## WORK TASK
Work out how many lines in the data that follows contain "Thornsestraat". Write nothing but the number.
************
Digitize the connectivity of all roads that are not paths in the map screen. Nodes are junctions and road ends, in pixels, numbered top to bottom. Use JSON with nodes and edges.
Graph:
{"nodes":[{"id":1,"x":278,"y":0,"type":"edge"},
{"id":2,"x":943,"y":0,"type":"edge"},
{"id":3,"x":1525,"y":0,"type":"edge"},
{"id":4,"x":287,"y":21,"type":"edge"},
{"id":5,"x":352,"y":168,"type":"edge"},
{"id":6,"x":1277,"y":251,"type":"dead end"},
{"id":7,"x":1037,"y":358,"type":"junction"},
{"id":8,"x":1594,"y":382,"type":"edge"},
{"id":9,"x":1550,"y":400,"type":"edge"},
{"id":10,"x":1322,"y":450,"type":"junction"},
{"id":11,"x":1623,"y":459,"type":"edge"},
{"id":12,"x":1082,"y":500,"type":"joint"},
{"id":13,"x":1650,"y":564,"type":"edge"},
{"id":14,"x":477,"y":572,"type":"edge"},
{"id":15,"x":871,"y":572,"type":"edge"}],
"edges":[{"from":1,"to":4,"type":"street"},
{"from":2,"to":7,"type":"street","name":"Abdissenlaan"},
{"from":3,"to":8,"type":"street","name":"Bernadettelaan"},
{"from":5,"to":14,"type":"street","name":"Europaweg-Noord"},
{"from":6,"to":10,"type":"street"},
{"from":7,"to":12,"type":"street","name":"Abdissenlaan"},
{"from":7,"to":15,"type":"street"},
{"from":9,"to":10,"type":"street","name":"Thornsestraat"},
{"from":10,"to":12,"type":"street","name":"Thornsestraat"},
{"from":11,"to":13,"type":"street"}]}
************
## RESULT
2